[Data extracted from a collection]

+ + + + + + +

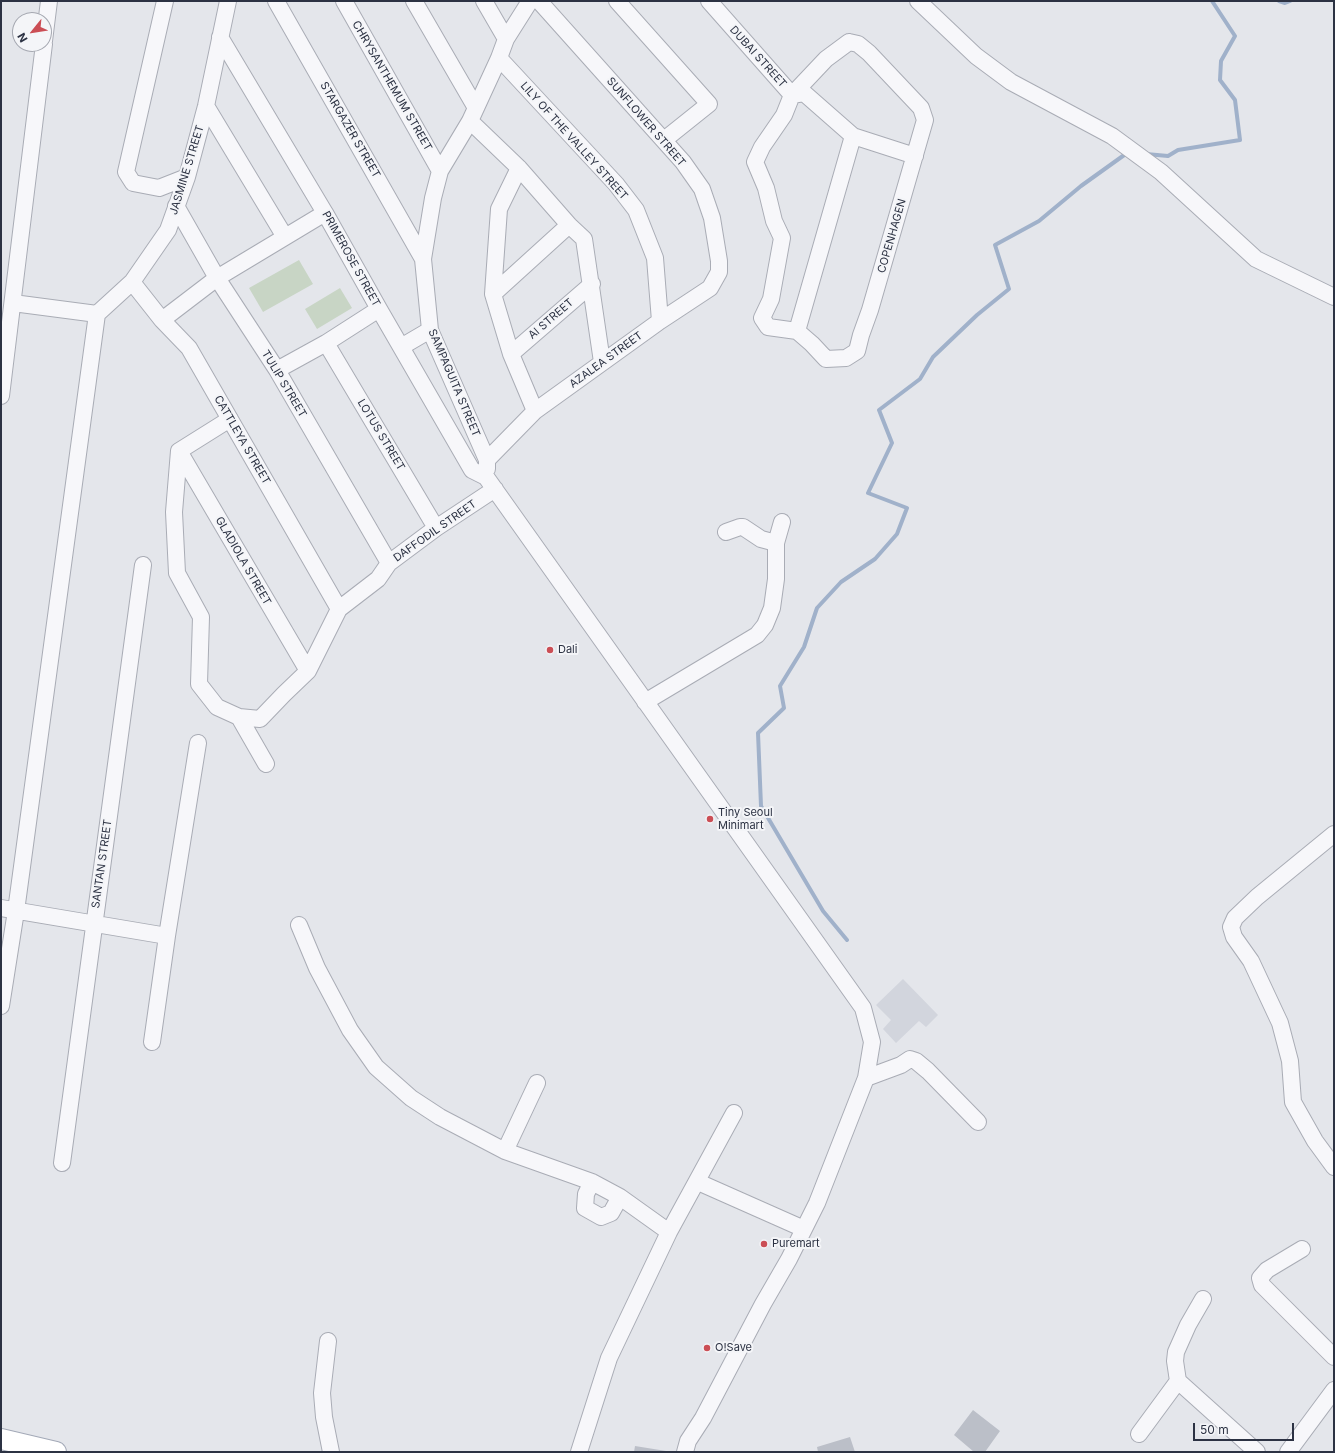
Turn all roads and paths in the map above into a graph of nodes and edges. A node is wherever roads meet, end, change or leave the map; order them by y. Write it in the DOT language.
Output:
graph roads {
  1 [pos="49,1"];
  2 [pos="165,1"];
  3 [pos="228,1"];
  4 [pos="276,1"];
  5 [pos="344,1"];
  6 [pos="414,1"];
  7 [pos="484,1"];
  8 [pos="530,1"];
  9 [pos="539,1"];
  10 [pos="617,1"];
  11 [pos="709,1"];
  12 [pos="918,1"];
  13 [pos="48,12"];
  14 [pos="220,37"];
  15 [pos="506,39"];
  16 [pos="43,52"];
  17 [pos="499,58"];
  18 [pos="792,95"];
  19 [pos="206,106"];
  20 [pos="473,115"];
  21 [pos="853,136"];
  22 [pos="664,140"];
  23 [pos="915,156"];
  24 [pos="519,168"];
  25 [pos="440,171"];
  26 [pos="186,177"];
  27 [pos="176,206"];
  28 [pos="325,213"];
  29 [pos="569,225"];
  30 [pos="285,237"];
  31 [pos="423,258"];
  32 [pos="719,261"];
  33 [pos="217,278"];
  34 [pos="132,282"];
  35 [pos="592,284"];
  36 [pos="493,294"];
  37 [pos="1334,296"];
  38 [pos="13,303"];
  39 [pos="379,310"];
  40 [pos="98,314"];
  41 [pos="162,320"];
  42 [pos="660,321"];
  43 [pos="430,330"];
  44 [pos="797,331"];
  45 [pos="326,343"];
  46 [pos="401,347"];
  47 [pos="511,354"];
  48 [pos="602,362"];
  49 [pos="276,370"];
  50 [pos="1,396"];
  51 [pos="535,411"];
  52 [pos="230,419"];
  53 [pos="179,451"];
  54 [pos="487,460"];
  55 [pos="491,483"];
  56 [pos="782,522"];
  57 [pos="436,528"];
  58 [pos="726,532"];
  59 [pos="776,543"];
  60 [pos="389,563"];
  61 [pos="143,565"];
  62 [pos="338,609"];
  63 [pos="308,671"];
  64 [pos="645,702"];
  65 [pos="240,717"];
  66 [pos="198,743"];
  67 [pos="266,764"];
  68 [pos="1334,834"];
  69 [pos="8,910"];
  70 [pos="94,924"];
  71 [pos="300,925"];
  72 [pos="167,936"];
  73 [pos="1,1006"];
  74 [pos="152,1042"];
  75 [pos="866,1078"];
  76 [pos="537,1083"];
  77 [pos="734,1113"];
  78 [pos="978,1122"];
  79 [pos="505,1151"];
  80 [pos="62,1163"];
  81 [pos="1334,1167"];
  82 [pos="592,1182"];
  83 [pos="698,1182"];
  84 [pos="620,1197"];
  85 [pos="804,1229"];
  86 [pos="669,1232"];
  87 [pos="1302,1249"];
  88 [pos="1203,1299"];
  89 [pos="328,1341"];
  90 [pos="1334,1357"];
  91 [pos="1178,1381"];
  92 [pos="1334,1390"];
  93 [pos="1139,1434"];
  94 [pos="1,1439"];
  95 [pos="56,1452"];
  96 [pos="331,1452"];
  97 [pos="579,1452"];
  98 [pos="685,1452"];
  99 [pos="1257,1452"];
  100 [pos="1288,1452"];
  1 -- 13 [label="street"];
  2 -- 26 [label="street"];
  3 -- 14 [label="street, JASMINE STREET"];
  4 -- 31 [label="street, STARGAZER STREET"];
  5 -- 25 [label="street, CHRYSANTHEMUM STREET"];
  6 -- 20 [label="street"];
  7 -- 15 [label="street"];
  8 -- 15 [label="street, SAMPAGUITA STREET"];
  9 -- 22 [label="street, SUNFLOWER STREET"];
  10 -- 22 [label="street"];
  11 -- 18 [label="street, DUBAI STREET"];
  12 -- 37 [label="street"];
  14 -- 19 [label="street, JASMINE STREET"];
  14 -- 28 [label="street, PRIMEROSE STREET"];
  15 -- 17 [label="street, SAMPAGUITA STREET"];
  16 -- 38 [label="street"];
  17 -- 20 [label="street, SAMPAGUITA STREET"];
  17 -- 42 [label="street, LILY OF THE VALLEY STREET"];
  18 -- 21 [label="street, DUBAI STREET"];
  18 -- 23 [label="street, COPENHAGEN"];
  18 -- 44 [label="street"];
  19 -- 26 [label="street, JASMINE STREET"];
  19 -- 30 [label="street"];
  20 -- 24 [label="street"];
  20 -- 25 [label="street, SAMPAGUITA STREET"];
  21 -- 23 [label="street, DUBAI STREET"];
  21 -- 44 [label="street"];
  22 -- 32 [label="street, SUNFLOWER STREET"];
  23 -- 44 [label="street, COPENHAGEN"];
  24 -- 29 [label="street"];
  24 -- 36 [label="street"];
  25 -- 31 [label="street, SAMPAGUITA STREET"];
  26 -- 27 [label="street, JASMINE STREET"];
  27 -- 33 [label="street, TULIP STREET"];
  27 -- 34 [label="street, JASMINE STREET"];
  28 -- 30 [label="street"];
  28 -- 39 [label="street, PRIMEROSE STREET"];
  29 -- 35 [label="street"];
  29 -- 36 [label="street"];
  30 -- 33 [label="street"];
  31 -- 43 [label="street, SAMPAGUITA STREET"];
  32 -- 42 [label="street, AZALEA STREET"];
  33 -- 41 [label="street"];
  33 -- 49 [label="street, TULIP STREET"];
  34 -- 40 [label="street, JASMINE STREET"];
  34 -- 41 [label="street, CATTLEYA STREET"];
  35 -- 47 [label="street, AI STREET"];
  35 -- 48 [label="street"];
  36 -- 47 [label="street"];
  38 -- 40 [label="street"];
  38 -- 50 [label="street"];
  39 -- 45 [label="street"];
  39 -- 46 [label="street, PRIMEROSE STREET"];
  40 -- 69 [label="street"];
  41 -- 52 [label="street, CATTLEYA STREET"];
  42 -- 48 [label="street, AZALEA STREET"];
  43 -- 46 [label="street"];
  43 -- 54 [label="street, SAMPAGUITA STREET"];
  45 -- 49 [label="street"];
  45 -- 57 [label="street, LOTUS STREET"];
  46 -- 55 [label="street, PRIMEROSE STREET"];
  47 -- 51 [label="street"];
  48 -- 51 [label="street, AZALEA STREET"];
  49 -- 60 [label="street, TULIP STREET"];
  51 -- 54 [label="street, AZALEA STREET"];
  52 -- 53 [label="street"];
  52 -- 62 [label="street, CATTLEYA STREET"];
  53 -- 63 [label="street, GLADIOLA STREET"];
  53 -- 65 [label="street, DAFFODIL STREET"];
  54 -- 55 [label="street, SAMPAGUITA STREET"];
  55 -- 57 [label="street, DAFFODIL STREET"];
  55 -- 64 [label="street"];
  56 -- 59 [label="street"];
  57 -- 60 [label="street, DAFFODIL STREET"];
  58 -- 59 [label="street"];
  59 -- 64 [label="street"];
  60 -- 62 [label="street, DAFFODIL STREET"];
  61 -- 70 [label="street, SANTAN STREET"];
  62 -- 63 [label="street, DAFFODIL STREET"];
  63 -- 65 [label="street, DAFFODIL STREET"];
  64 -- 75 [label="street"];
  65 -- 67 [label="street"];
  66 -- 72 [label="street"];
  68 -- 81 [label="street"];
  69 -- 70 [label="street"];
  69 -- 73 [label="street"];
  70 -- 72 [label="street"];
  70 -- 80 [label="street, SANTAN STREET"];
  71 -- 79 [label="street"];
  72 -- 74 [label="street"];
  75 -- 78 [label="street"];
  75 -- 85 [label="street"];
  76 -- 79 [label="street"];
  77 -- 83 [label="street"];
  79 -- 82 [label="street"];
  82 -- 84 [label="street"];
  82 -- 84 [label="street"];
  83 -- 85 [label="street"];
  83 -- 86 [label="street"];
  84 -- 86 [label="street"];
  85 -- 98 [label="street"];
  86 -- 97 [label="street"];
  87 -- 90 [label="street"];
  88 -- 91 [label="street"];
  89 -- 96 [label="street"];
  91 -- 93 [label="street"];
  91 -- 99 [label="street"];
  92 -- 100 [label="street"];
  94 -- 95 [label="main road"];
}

+ + + + + + +

Each line holding the word "DUBAI" must be pulled from the records.

▶ [WORKED SOLUTION]:
  11 -- 18 [label="street, DUBAI STREET"];
  18 -- 21 [label="street, DUBAI STREET"];
  21 -- 23 [label="street, DUBAI STREET"];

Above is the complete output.